In some cases, similar to the self-driving car example, the rule we desire could closely parallel current law for humans. In the bioweapons case, materially assisting in the commission of a bioterror attack would certainly be illegal for humans, and the same could be required for artificial intelligence. Formalizing this is obviously difficult, but it is not equivalent to the effectively impossible task of fully modeling the entire human body and its interaction with some novel pathogen. (To avoid the need, we can allow the false positive rate to be far higher than the false negative rate, as many humans do when unsure if an action is strictly illegal, and only allow things we’re resonably sureare safe.)

But in other cases, such as autonomy risks from AI, we would expect that the rules needed for AI systems would differ substantially from human law, and definitions for what qualifies as safety would need to be developed before proveablity could be meaningful.

Conclusion

It seems that building provably safe systems in the real world is far from an unsolvable problem, as long as we restrict the problem to solve to something that is clearly defined.
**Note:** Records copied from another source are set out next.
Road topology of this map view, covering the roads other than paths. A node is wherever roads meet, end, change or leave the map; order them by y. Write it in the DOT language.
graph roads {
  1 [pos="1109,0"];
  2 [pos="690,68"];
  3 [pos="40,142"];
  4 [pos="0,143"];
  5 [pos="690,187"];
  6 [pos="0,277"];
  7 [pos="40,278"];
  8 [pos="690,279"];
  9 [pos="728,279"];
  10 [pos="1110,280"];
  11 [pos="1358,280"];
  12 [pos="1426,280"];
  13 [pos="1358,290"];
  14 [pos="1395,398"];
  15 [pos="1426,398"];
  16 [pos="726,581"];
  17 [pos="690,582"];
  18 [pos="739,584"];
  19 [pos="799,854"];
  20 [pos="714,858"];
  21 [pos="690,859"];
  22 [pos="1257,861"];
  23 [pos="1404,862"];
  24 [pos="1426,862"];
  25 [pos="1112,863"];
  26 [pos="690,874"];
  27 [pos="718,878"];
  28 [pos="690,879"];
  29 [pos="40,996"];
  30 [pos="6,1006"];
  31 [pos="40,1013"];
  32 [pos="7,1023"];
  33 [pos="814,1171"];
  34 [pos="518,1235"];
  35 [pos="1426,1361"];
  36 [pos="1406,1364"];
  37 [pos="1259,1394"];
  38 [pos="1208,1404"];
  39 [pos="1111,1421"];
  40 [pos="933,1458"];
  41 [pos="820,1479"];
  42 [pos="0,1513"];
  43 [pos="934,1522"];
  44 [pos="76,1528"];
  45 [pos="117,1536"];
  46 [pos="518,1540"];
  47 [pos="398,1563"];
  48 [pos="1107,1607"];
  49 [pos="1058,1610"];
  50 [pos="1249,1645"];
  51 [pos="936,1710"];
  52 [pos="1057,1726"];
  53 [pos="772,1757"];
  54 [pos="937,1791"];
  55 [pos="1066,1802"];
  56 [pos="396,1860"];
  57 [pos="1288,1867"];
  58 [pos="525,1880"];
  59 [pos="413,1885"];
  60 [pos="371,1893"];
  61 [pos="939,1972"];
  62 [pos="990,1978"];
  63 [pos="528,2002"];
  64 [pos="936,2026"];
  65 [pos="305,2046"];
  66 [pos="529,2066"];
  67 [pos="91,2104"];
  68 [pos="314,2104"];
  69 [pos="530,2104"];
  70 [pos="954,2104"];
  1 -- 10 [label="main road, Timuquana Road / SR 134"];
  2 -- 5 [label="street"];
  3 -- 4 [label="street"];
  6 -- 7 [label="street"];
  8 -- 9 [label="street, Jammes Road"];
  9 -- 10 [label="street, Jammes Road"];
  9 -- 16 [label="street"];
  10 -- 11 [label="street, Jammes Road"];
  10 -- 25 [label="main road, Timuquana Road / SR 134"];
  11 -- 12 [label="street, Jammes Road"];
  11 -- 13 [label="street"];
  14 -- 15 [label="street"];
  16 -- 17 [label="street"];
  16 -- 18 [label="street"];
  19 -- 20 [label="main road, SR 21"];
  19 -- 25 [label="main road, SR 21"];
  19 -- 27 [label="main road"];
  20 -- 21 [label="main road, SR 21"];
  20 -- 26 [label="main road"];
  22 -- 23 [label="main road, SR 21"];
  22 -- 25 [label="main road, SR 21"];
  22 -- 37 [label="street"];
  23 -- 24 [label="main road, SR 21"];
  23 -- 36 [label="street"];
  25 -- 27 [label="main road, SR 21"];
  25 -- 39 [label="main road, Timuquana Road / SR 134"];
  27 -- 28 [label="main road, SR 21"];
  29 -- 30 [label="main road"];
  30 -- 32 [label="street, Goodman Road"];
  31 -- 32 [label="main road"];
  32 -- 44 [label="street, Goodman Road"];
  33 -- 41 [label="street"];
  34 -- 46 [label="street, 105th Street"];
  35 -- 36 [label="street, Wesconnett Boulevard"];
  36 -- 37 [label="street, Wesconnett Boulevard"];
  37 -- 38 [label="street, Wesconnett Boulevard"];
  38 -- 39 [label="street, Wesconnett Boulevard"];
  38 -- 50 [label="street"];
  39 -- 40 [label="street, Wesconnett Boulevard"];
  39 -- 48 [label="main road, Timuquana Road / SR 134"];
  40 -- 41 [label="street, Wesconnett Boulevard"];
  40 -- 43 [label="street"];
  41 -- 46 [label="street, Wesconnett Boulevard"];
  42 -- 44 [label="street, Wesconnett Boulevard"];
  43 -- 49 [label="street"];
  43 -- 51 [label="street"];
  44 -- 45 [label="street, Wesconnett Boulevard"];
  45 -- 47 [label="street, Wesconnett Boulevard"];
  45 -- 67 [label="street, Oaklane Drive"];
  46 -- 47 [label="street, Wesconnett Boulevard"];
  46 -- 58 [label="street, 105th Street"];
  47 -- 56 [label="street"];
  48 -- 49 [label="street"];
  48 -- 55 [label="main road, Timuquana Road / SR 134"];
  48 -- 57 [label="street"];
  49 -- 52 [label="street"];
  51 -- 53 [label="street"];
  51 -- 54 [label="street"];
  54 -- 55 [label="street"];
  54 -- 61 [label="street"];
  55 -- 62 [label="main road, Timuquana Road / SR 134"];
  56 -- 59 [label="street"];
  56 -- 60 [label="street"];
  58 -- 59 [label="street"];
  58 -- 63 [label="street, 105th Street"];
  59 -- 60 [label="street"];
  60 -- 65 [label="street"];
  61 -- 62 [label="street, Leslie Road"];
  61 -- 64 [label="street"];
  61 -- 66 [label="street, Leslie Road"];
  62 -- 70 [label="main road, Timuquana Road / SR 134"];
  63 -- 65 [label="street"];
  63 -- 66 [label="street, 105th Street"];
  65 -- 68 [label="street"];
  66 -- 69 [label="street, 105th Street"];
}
We can imagine similar guarantees for AI systems for cyber-security, with protections against privilege escalation attacks performed by the AI, or for “escape” scenarios, with protections against self-exfiltration, or (as suggested but, in my view mistakenly, derided) for DNA synthesis, with guarantees that all synthesis orders were screened for misuse potential. None of these will stop people from doing these unsafely in ways not covered by safety guarantees, nor will they prevent hypothetical strongly superhuman AI from finding devious edge cases, or inventing and exploiting new physics.

And if that is the concern, looking more towards AI alignment, we could even construct systems with formal guarantees that all planning is approved by a specific process, to scaffold proposals like Humans consulting HCH, or stronger alternatives. But to provide these stronger guarantees, we need some fundamental progress in proveability of types which are needed for more prosaic applications like self-driving. And in the meantime, there are many cases which could benefit from the clearer definitions and stronger guarantees of safety that proveably safe AI would provide.